Storage and VM outage

Incident Report for Flying Circus

Resolved

The storage is fine for several hours now and we have enabled the backup system fully now.

We apologize for the problems we have caused you. We will publish a detailed analysis of the incident in a few days.

Posted Nov 23, 2016 - 13:11 CET

Update

Deleting the snapshots takes considerably longer than expected. We will turn backup in the morning.

Posted Nov 23, 2016 - 01:22 CET

Update

We applied the bugfix successfully so far. The storage cluster is deleting pending snapshots now. Once all to-be-deleted snapshots are gone, we will enable the backup system again.

Posted Nov 22, 2016 - 22:36 CET

Update

We have developed a bugfix for the current Ceph bug and carefully re-enacted the situation in our development cluster. We were able to fix the existing issues reliably and without any service interruption.

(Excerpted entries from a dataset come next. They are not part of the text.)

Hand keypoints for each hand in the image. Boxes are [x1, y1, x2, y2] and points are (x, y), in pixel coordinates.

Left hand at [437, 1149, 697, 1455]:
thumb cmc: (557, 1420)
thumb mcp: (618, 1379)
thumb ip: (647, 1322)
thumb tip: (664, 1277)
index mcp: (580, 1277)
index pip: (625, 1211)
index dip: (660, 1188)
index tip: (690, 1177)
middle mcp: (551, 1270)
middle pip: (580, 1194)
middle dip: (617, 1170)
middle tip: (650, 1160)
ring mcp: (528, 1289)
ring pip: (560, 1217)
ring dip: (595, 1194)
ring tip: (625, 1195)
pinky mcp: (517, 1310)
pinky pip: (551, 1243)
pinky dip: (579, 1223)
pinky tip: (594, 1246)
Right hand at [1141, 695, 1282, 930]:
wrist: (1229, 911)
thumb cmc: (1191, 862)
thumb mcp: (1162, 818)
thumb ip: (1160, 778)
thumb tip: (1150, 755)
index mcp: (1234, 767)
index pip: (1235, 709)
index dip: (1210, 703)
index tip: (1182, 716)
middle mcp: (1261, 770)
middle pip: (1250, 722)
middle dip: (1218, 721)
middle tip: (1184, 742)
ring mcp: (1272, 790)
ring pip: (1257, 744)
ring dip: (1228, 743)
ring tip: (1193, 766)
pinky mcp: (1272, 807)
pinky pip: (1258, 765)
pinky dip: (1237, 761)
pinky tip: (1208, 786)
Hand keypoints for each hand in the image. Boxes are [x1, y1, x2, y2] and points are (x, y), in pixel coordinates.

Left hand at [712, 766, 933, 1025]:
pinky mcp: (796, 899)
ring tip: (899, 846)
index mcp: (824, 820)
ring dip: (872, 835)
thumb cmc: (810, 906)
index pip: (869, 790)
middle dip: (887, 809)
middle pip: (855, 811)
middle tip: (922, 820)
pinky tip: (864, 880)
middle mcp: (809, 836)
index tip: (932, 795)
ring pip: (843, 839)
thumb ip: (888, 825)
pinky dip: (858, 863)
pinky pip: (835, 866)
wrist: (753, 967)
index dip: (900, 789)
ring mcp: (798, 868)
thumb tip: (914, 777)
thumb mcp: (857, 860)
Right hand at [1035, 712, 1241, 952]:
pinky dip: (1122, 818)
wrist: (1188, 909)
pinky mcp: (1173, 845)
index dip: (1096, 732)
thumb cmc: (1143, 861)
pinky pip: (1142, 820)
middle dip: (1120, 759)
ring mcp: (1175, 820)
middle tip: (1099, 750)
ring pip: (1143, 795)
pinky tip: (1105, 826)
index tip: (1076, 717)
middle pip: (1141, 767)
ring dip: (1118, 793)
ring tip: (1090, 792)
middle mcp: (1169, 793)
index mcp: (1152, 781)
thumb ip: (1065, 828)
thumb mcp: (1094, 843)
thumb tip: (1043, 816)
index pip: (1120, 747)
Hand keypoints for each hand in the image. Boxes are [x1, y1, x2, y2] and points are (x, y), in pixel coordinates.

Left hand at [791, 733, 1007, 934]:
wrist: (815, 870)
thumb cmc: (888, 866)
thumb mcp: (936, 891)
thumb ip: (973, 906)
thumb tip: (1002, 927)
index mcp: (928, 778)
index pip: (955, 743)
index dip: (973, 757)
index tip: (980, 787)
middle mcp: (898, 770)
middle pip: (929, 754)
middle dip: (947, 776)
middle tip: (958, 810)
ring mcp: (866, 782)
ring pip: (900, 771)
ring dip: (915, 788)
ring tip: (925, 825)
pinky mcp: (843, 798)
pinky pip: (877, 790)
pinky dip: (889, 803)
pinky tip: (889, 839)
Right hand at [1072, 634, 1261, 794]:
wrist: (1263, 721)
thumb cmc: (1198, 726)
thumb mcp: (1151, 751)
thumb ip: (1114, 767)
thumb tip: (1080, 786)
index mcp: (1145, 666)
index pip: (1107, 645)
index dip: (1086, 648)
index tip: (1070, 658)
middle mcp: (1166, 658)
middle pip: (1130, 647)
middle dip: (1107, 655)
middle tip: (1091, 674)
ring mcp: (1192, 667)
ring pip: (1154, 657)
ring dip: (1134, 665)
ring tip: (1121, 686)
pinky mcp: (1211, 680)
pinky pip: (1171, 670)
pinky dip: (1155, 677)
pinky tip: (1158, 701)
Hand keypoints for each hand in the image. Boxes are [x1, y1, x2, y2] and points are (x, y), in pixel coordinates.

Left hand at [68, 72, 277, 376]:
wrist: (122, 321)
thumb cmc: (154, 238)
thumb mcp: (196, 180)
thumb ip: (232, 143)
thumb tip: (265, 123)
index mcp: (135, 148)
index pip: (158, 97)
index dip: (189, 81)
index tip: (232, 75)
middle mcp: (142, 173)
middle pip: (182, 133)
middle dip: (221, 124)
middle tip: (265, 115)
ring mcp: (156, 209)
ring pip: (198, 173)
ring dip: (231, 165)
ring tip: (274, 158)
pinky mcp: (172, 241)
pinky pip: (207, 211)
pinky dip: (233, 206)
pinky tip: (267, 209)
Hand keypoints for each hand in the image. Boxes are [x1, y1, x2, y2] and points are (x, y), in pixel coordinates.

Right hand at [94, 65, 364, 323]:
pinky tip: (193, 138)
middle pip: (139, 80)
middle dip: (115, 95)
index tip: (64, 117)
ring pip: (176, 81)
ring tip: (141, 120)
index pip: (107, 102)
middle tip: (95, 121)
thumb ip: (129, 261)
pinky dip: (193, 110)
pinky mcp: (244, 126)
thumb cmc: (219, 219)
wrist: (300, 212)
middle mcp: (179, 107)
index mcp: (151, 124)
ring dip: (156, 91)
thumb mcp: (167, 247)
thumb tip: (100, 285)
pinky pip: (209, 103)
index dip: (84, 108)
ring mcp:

Tonight at 20:30 CET we will apply the bugfix to our production cluster and re-enable backups after that.

Posted Nov 22, 2016 - 16:23 CET

Update

Yesterday, we probably have found a way around the Ceph bug. We are in contact with a consultant to review the situation.

Posted Nov 21, 2016 - 09:35 CET

Update

Due to the Ceph bug prohibiting proper management of snapshots we have to suspend making backups temporarily. We will continue to investigate a fix tomorrow morning which may include moving and copying VM data into a new Ceph pool, which would allow us to get rid of the bugs' impact.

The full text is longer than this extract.